*Extracted records*:
- - -

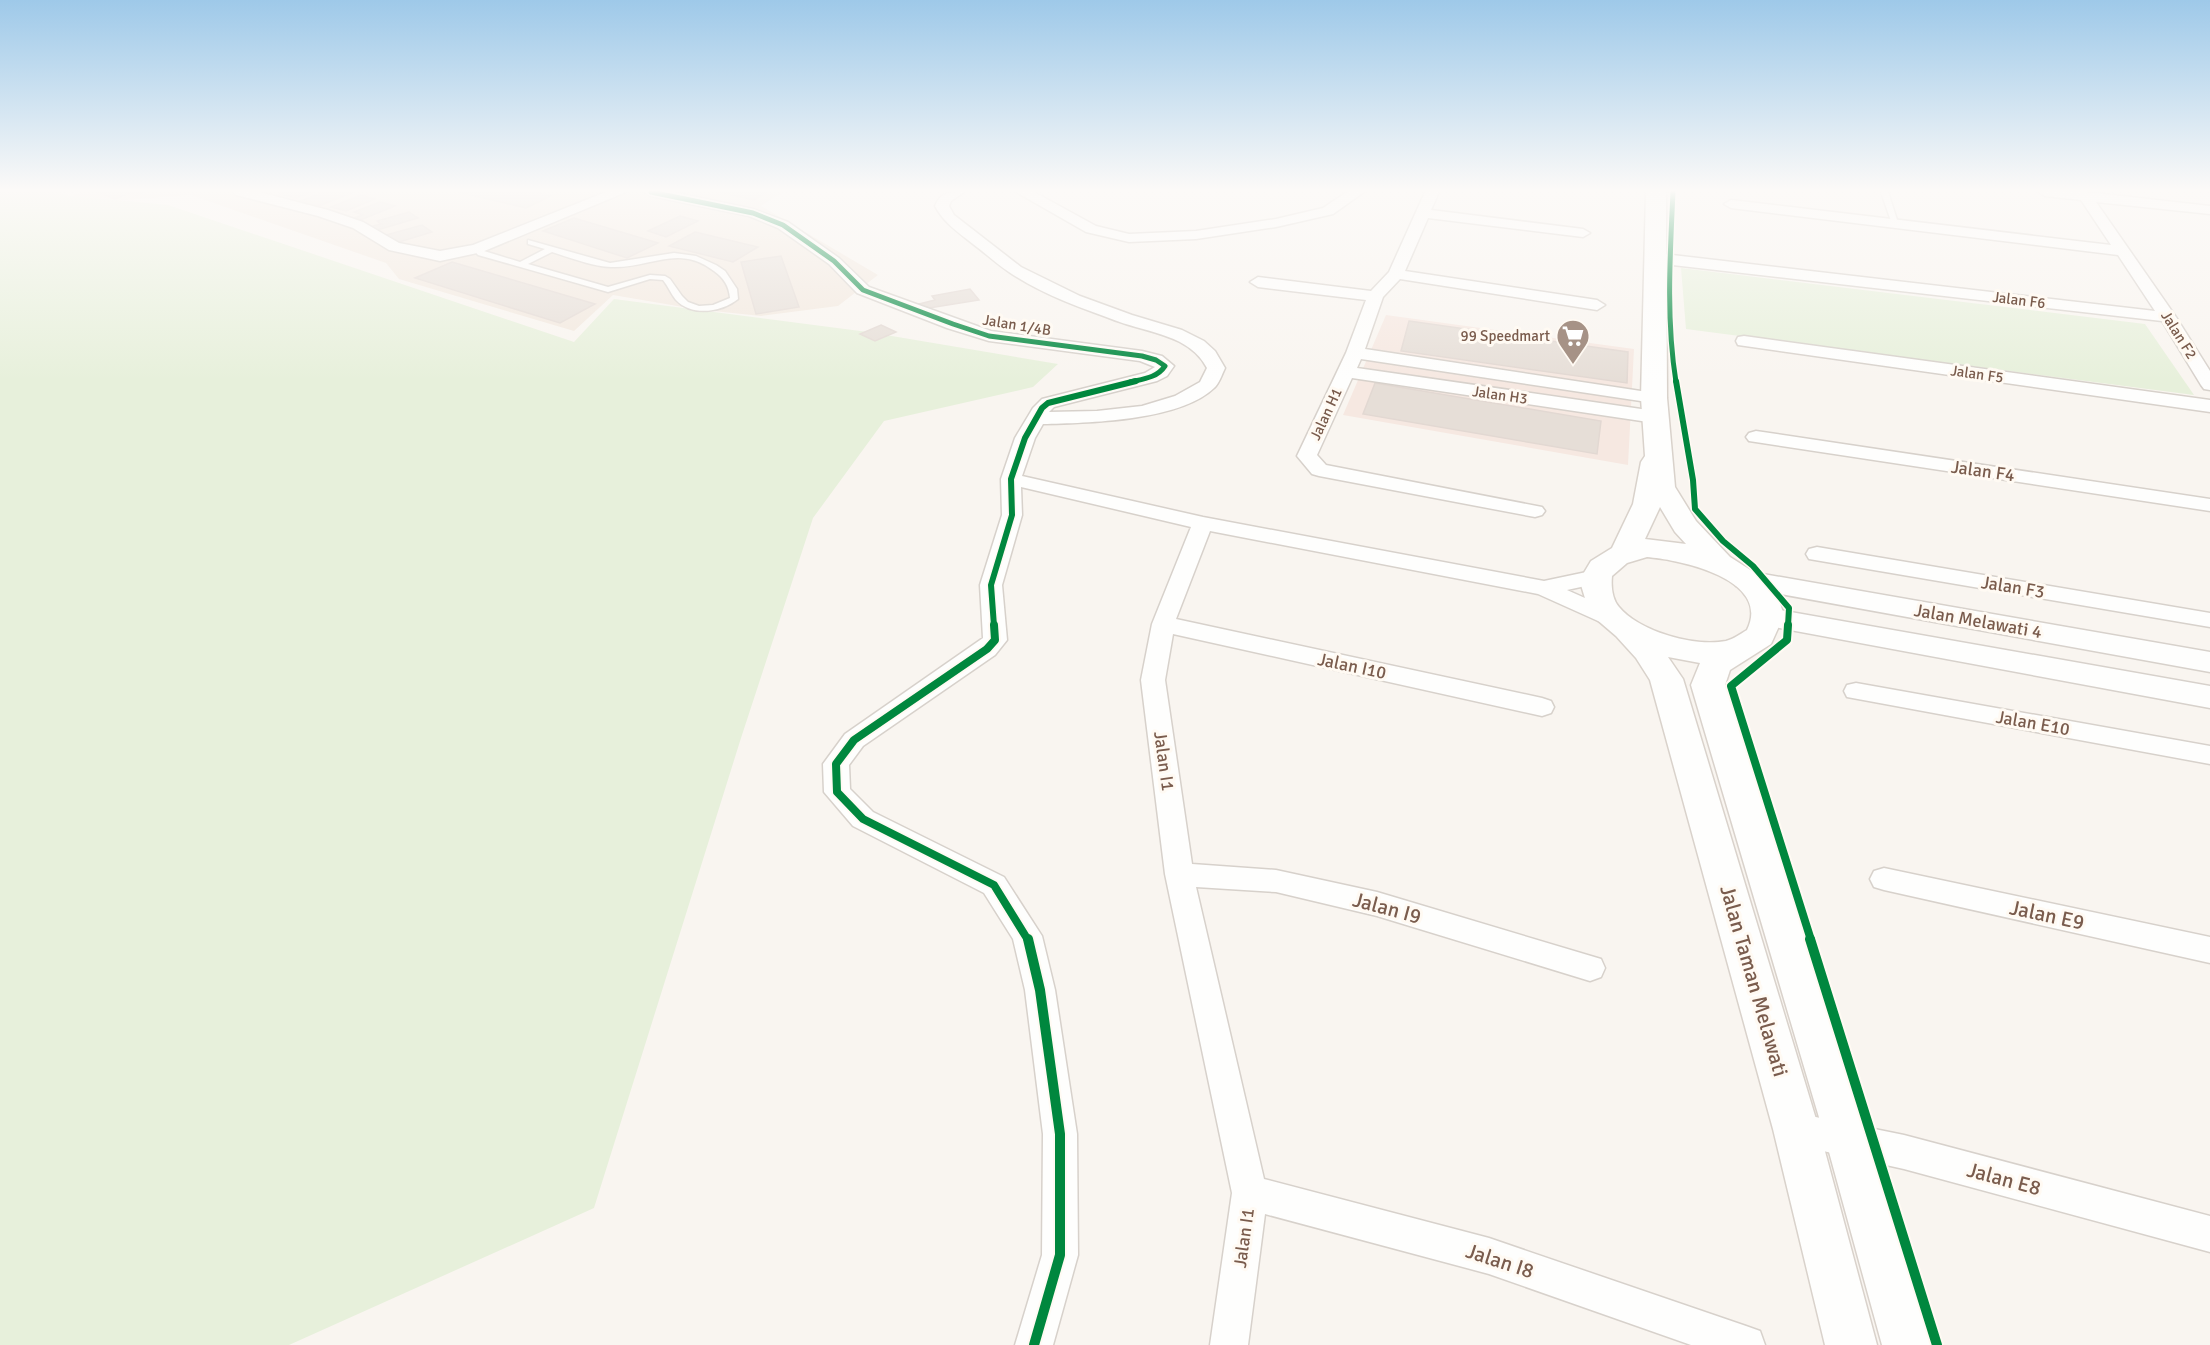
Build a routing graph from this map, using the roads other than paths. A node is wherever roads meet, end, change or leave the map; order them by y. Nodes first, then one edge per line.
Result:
1 (431, 255) edge
2 (447, 255) edge
3 (491, 255) edge
4 (540, 255) edge
5 (573, 255) edge
6 (825, 255) edge
7 (996, 255) edge
8 (1405, 255) edge
9 (1655, 255) edge
10 (2127, 255) edge
11 (1655, 258) junction
12 (522, 264) junction
13 (1396, 274) junction
14 (1258, 282) dead end
15 (1375, 296) junction
16 (1597, 305) dead end
17 (2168, 317) junction
18 (1744, 341) dead end
19 (1355, 353) junction
20 (1346, 372) junction
21 (2210, 385) edge
22 (2210, 406) edge
23 (1654, 408) junction
24 (1038, 418) junction
25 (1756, 437) dead end
26 (1656, 445) junction
27 (1011, 479) junction
28 (2210, 505) edge
29 (1535, 511) dead end
30 (1203, 523) junction
31 (1625, 552) junction
32 (1817, 554) dead end
33 (1720, 563) junction
34 (1596, 577) junction
35 (1746, 580) junction
36 (1544, 588) junction
37 (1768, 617) junction
38 (2210, 620) edge
39 (1163, 624) junction
40 (1622, 625) junction
41 (1736, 650) junction
42 (2210, 662) edge
43 (1856, 691) dead end
44 (2210, 697) edge
45 (1542, 707) dead end
46 (2210, 755) edge
47 (1179, 874) junction
48 (1884, 879) dead end
49 (2210, 950) edge
50 (1590, 968) dead end
51 (1796, 1129) junction
52 (1849, 1141) junction
53 (1250, 1193) junction
54 (2210, 1234) edge
55 (1034, 1345) edge
56 (1229, 1345) edge
57 (1746, 1345) edge
58 (1851, 1345) edge
59 (1908, 1345) edge

1 - 2 street
3 - 12 lane
4 - 12 lane
5 - 12 lane
6 - 24 street, Jalan 1/4B
7 - 24 street
8 - 13 street, Jalan H1
9 - 11 main road
10 - 17 street, Jalan F2
11 - 17 street, Jalan F6
11 - 23 main road
13 - 15 street, Jalan H1
13 - 16 street
14 - 15 street
15 - 19 street, Jalan H1
17 - 21 street, Jalan F2
18 - 22 street, Jalan F5
19 - 20 street, Jalan H1
19 - 23 street, Jalan H3
20 - 23 street, Jalan H3
20 - 29 street, Jalan H1
23 - 26 main road
24 - 27 street, Jalan 1/4B
25 - 28 street, Jalan F4
26 - 31 main road
26 - 33 main road
27 - 30 street
27 - 55 street
30 - 36 street
30 - 39 street, Jalan I1
31 - 33 main road
31 - 34 main road
32 - 38 street, Jalan F3
33 - 35 main road
34 - 36 street
34 - 40 main road
35 - 37 main road
35 - 42 street, Jalan Melawati 4
36 - 40 street
37 - 41 main road
37 - 44 street, Jalan Melawati 4
39 - 45 street, Jalan I10
39 - 47 street, Jalan I1
40 - 41 main road
40 - 51 main road, Jalan Taman Melawati
41 - 52 main road
43 - 46 street, Jalan E10
47 - 50 street, Jalan I9
47 - 53 street, Jalan I1
48 - 49 street, Jalan E9
51 - 52 street, Jalan E8
51 - 58 main road, Jalan Taman Melawati
52 - 54 street, Jalan E8
52 - 59 main road
53 - 56 street, Jalan I1
53 - 57 street, Jalan I8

- - -

*What is required*: What is needed is a word-for-word copy of the records above, excluding pictures.

*Answer to this exercise*:
Build a routing graph from this map, using the roads other than paths. A node is wherever roads meet, end, change or leave the map; order them by y. Nodes first, then one edge per line.
Result:
1 (431, 255) edge
2 (447, 255) edge
3 (491, 255) edge
4 (540, 255) edge
5 (573, 255) edge
6 (825, 255) edge
7 (996, 255) edge
8 (1405, 255) edge
9 (1655, 255) edge
10 (2127, 255) edge
11 (1655, 258) junction
12 (522, 264) junction
13 (1396, 274) junction
14 (1258, 282) dead end
15 (1375, 296) junction
16 (1597, 305) dead end
17 (2168, 317) junction
18 (1744, 341) dead end
19 (1355, 353) junction
20 (1346, 372) junction
21 (2210, 385) edge
22 (2210, 406) edge
23 (1654, 408) junction
24 (1038, 418) junction
25 (1756, 437) dead end
26 (1656, 445) junction
27 (1011, 479) junction
28 (2210, 505) edge
29 (1535, 511) dead end
30 (1203, 523) junction
31 (1625, 552) junction
32 (1817, 554) dead end
33 (1720, 563) junction
34 (1596, 577) junction
35 (1746, 580) junction
36 (1544, 588) junction
37 (1768, 617) junction
38 (2210, 620) edge
39 (1163, 624) junction
40 (1622, 625) junction
41 (1736, 650) junction
42 (2210, 662) edge
43 (1856, 691) dead end
44 (2210, 697) edge
45 (1542, 707) dead end
46 (2210, 755) edge
47 (1179, 874) junction
48 (1884, 879) dead end
49 (2210, 950) edge
50 (1590, 968) dead end
51 (1796, 1129) junction
52 (1849, 1141) junction
53 (1250, 1193) junction
54 (2210, 1234) edge
55 (1034, 1345) edge
56 (1229, 1345) edge
57 (1746, 1345) edge
58 (1851, 1345) edge
59 (1908, 1345) edge

1 - 2 street
3 - 12 lane
4 - 12 lane
5 - 12 lane
6 - 24 street, Jalan 1/4B
7 - 24 street
8 - 13 street, Jalan H1
9 - 11 main road
10 - 17 street, Jalan F2
11 - 17 street, Jalan F6
11 - 23 main road
13 - 15 street, Jalan H1
13 - 16 street
14 - 15 street
15 - 19 street, Jalan H1
17 - 21 street, Jalan F2
18 - 22 street, Jalan F5
19 - 20 street, Jalan H1
19 - 23 street, Jalan H3
20 - 23 street, Jalan H3
20 - 29 street, Jalan H1
23 - 26 main road
24 - 27 street, Jalan 1/4B
25 - 28 street, Jalan F4
26 - 31 main road
26 - 33 main road
27 - 30 street
27 - 55 street
30 - 36 street
30 - 39 street, Jalan I1
31 - 33 main road
31 - 34 main road
32 - 38 street, Jalan F3
33 - 35 main road
34 - 36 street
34 - 40 main road
35 - 37 main road
35 - 42 street, Jalan Melawati 4
36 - 40 street
37 - 41 main road
37 - 44 street, Jalan Melawati 4
39 - 45 street, Jalan I10
39 - 47 street, Jalan I1
40 - 41 main road
40 - 51 main road, Jalan Taman Melawati
41 - 52 main road
43 - 46 street, Jalan E10
47 - 50 street, Jalan I9
47 - 53 street, Jalan I1
48 - 49 street, Jalan E9
51 - 52 street, Jalan E8
51 - 58 main road, Jalan Taman Melawati
52 - 54 street, Jalan E8
52 - 59 main road
53 - 56 street, Jalan I1
53 - 57 street, Jalan I8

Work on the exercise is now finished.